WHAT THE EXERCISE ASKS: Work through the entries below and show every line in which "street" is found.

EXTRACTED MATERIAL:
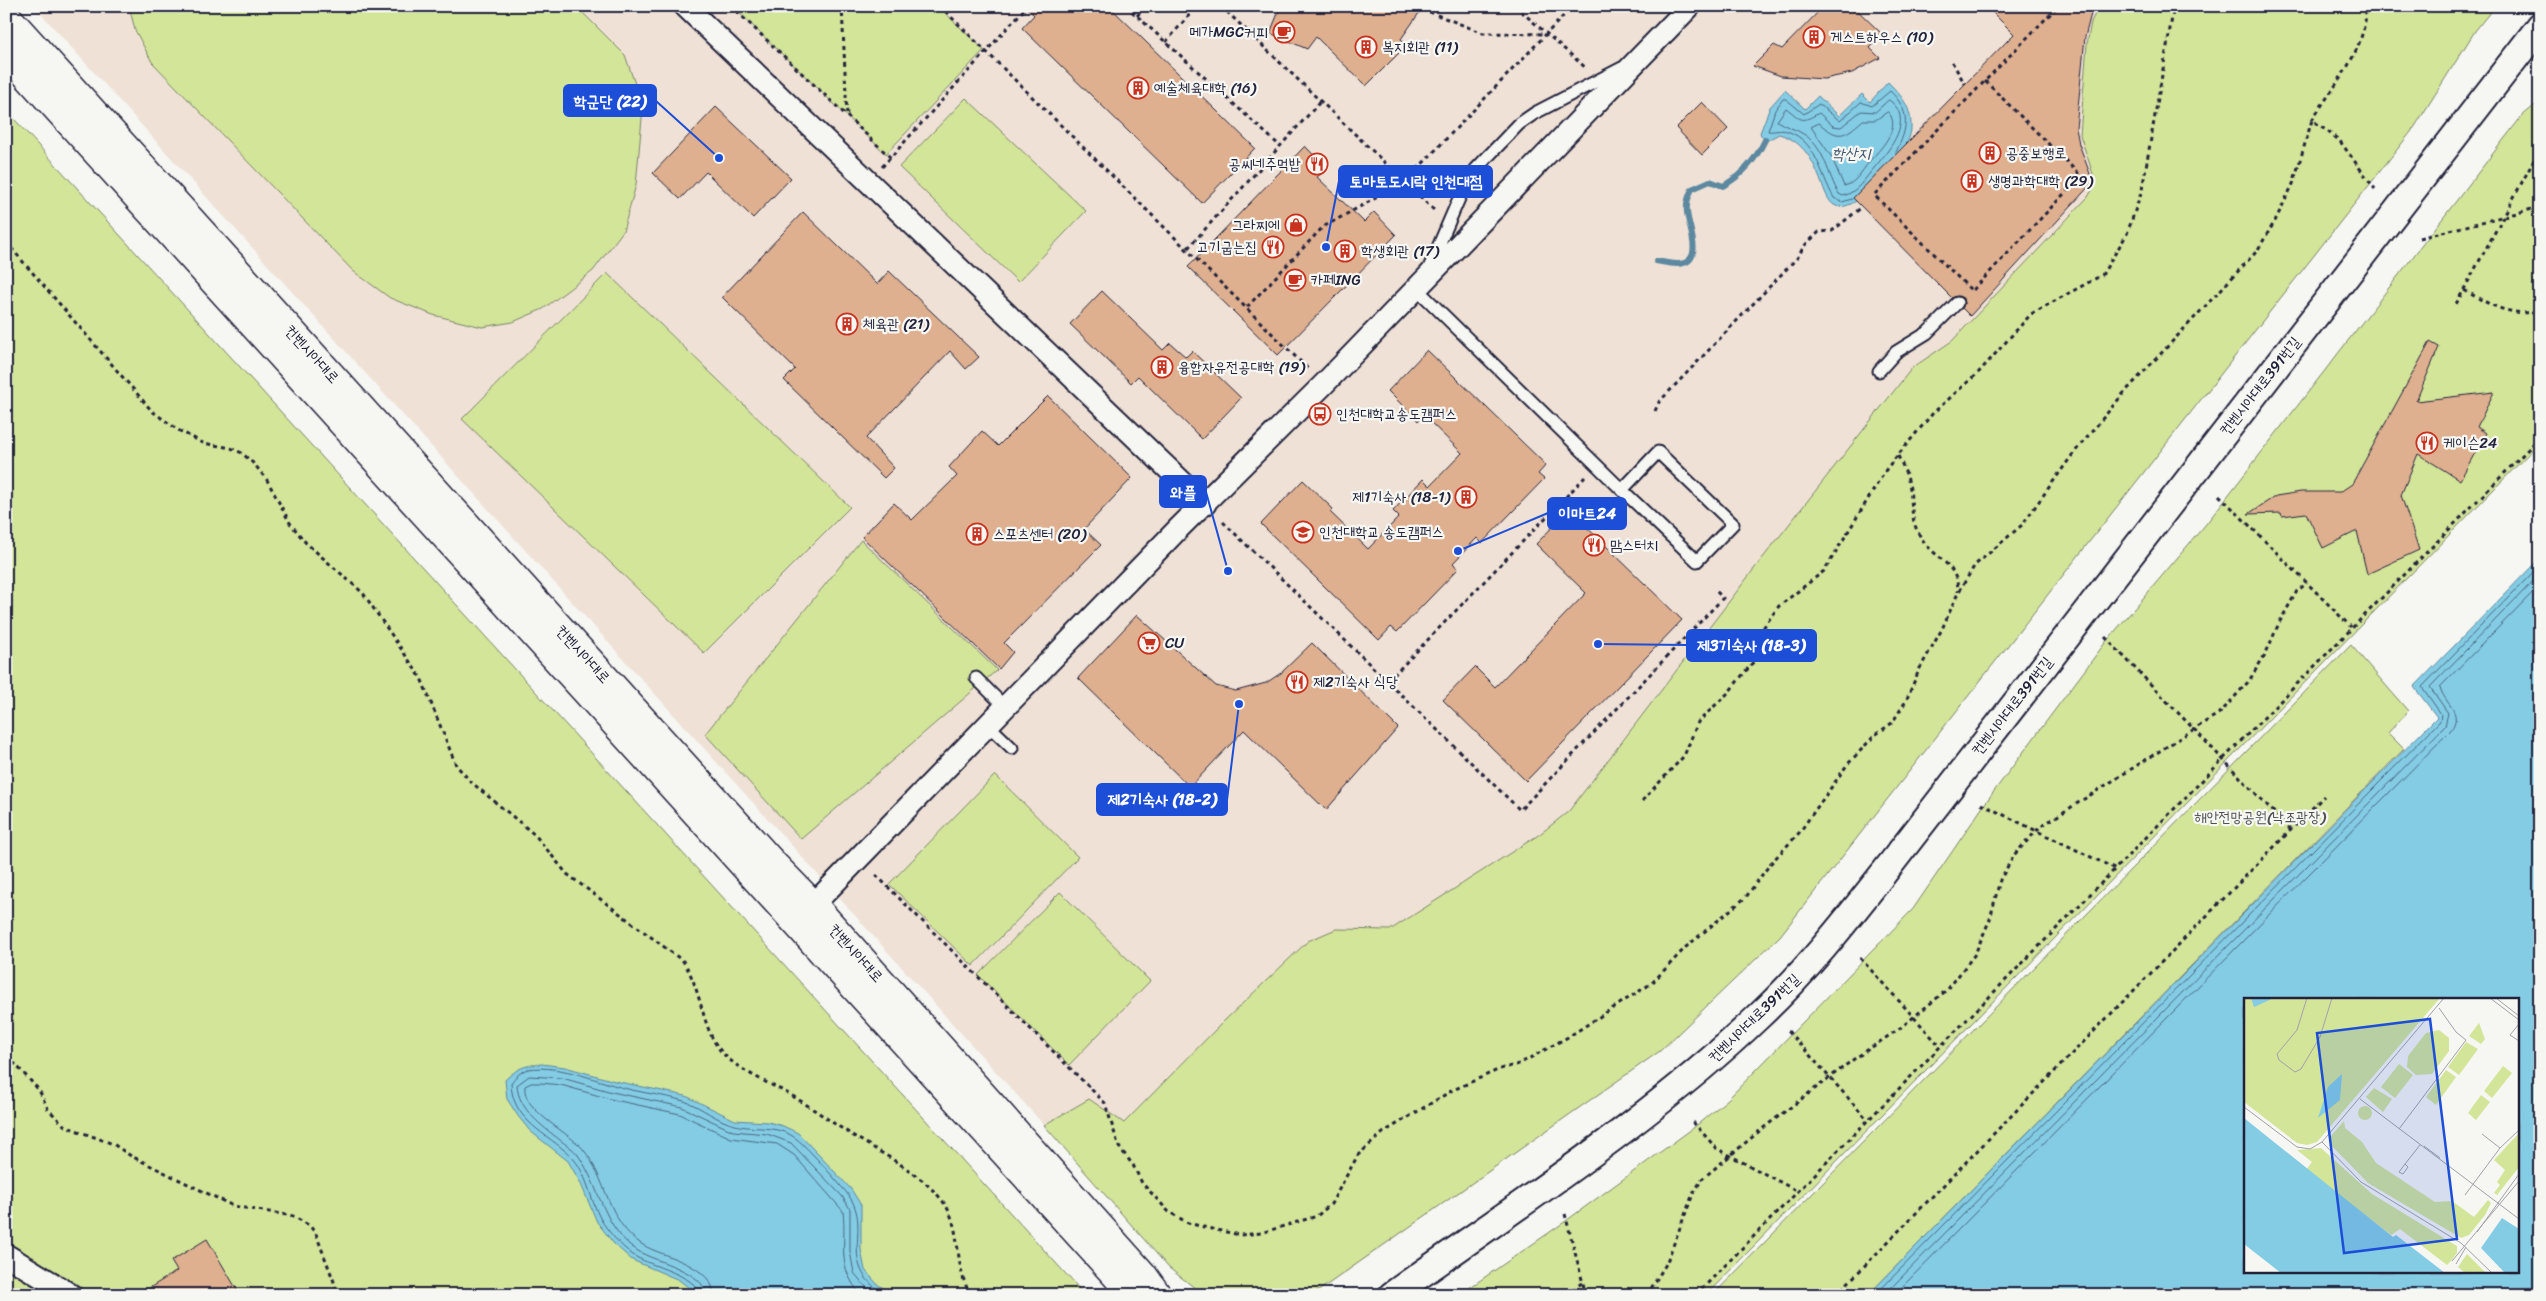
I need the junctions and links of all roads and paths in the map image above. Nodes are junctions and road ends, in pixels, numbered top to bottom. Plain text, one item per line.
1 (685, 6) edge
2 (731, 6) edge
3 (842, 6) edge
4 (940, 6) edge
5 (1028, 6) edge
6 (1126, 6) edge
7 (1145, 6) edge
8 (1197, 6) edge
9 (1221, 6) edge
10 (1515, 6) edge
11 (1574, 6) edge
12 (1690, 6) edge
13 (2058, 6) edge
14 (2174, 6) edge
15 (2366, 6) edge
16 (1422, 9) dead end
17 (6, 16) edge
18 (1136, 16) junction
19 (2540, 26) edge
20 (1546, 34) junction
21 (1166, 42) junction
22 (987, 51) junction
23 (6, 52) edge
24 (1637, 60) junction
25 (1952, 62) dead end
26 (1600, 79) junction
27 (1985, 82) junction
28 (1965, 84) dead end
29 (1320, 102) junction
30 (847, 116) junction
31 (2312, 120) junction
32 (1280, 146) junction
33 (2540, 149) edge
34 (891, 158) junction
35 (868, 182) junction
36 (1405, 182) junction
37 (2375, 189) dead end
38 (2540, 207) edge
39 (1862, 208) dead end
40 (2503, 216) junction
41 (1447, 223) junction
42 (2419, 238) dead end
43 (6, 242) edge
44 (1188, 248) junction
45 (1420, 285) junction
46 (2464, 290) junction
47 (1957, 303) dead end
48 (2456, 304) dead end
49 (1247, 307) junction
50 (2540, 312) edge
51 (1879, 371) dead end
52 (1324, 384) junction
53 (1654, 412) dead end
54 (2540, 437) edge
55 (1898, 456) junction
56 (1622, 490) junction
57 (2220, 495) dead end
58 (1563, 499) dead end
59 (1205, 504) junction
60 (1223, 522) dead end
61 (2307, 582) junction
62 (1716, 592) dead end
63 (1958, 593) junction
64 (2351, 627) junction
65 (2105, 637) dead end
66 (976, 678) dead end
67 (1388, 681) junction
68 (1005, 707) junction
69 (988, 725) junction
70 (2194, 729) junction
71 (1012, 748) dead end
72 (2222, 759) junction
73 (2324, 796) dead end
74 (1642, 801) dead end
75 (1981, 804) dead end
76 (2291, 830) junction
77 (2037, 831) junction
78 (2116, 869) junction
79 (876, 875) dead end
80 (813, 905) junction
81 (1860, 958) dead end
82 (1914, 1017) junction
83 (1788, 1031) dead end
84 (1940, 1046) junction
85 (6, 1058) edge
86 (1830, 1078) junction
87 (1867, 1119) junction
88 (1693, 1122) dead end
89 (1730, 1155) junction
90 (1797, 1190) junction
91 (1564, 1214) dead end
92 (6, 1255) edge
93 (1583, 1282) junction
94 (71, 1295) edge
95 (339, 1295) edge
96 (971, 1295) edge
97 (1134, 1295) edge
98 (1157, 1295) edge
99 (1392, 1295) edge
100 (1566, 1295) edge
101 (1586, 1295) edge
102 (1647, 1295) edge
103 (1696, 1295) edge
104 (1836, 1295) edge

1 - 35 street
2 - 30 path
3 - 30 path
4 - 22 path
5 - 22 path
6 - 18 path
7 - 18 path
8 - 21 path
9 - 29 path
10 - 20 path
11 - 20 path
12 - 24 street
13 - 27 path
14 - 55 path
15 - 31 path
16 - 20 path
17 - 80 main road, 컨벤시아대로
18 - 21 path
19 - 99 street, 컨벤시아대로391번길
20 - 26 path
20 - 36 path
21 - 32 path
22 - 34 path
22 - 44 path
23 - 97 main road, 컨벤시아대로
24 - 26 lane
24 - 45 street
25 - 28 path
26 - 41 lane
27 - 27 path
29 - 32 path
29 - 36 path
30 - 34 path
31 - 37 path
31 - 63 path
32 - 44 path
33 - 40 path
34 - 35 path
35 - 59 street
36 - 41 path
36 - 49 path
38 - 40 path
39 - 53 path
40 - 42 path
40 - 46 path
41 - 45 lane
43 - 96 path
44 - 49 path
45 - 52 street
45 - 56 lane
46 - 48 path
46 - 50 path
47 - 51 lane
49 - 52 path
52 - 59 street
54 - 64 path
55 - 63 path
55 - 74 path
56 - 56 lane
57 - 61 path
58 - 67 path
59 - 68 street
60 - 67 path
61 - 64 path
61 - 70 path
62 - 67 path
63 - 79 path
64 - 72 path
65 - 70 path
66 - 68 lane
68 - 69 street
69 - 71 lane
69 - 80 street
70 - 72 path
70 - 77 path
72 - 76 path
72 - 78 path
73 - 76 path
75 - 77 path
76 - 104 path
77 - 78 path
77 - 82 path
78 - 84 path
80 - 98 main road, 컨벤시아대로
81 - 82 path
82 - 84 path
82 - 86 path
83 - 86 path
84 - 87 path
85 - 95 path
86 - 87 path
86 - 89 path
87 - 90 path
88 - 89 path
89 - 90 path
89 - 102 path
90 - 103 path
91 - 93 path
92 - 94 street
93 - 100 path
93 - 101 path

OUTPUT OF THE TASK:
1 - 35 street
12 - 24 street
19 - 99 street, 컨벤시아대로391번길
24 - 45 street
35 - 59 street
45 - 52 street
52 - 59 street
59 - 68 street
68 - 69 street
69 - 80 street
92 - 94 street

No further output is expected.